→ RECORDS FOR PROCESSING
= = = =
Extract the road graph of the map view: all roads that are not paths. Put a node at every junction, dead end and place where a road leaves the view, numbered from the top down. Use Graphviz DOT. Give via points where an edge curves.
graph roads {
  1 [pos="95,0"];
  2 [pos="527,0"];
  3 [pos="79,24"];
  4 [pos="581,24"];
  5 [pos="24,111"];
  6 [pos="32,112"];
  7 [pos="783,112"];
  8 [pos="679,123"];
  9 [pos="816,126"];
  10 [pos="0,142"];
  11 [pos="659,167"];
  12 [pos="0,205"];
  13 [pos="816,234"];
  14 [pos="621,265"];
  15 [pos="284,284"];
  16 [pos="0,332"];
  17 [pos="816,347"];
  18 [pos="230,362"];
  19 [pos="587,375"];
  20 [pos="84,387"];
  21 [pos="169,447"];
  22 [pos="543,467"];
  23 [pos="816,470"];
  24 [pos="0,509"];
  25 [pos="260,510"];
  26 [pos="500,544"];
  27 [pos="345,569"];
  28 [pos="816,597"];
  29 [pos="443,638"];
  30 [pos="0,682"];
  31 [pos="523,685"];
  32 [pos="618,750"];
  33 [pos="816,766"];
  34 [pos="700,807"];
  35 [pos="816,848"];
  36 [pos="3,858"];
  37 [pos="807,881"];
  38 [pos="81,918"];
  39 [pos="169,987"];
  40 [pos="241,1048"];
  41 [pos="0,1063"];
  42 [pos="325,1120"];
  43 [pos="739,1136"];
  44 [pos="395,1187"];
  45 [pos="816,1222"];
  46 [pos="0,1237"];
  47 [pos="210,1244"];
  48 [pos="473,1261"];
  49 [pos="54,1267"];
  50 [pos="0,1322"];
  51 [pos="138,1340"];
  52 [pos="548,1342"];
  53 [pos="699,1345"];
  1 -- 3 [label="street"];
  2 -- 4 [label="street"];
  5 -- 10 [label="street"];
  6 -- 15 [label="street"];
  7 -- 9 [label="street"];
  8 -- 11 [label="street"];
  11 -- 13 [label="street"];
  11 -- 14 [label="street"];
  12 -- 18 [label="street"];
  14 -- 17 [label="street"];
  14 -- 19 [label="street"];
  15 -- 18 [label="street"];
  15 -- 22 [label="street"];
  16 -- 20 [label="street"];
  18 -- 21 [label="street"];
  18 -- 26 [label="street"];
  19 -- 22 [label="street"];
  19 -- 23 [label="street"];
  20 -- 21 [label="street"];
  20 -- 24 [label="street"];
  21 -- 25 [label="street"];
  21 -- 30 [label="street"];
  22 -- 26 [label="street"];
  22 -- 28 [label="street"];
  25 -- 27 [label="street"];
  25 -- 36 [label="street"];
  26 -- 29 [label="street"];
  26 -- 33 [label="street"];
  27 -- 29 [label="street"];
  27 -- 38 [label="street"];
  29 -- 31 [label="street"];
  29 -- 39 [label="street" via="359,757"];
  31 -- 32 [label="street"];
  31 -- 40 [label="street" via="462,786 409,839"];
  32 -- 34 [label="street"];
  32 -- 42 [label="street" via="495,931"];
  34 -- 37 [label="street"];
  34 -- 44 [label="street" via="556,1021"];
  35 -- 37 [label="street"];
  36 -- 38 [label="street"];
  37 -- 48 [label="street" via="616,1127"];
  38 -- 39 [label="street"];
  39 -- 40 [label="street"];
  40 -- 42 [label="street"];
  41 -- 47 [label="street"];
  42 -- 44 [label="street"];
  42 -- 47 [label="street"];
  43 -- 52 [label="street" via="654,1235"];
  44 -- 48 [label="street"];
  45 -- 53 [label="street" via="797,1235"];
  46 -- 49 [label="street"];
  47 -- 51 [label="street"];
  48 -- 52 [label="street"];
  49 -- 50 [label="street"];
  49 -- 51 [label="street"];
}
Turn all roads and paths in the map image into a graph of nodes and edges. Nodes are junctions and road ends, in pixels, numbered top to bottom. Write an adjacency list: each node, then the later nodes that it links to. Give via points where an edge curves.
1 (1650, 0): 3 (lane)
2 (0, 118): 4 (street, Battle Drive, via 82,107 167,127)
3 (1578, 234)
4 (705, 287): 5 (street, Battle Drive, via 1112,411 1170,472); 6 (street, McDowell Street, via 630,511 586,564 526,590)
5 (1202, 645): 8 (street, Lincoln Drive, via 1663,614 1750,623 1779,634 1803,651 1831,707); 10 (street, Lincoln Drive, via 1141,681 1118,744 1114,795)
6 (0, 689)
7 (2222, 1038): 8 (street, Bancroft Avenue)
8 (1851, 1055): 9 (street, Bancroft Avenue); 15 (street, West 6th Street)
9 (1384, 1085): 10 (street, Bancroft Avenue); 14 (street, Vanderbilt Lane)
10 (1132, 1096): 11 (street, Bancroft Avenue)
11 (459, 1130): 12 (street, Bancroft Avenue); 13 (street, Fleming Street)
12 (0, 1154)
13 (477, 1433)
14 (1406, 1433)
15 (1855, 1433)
= = = =
Write only the number of lines in the data where the word "numbered" occurs.

2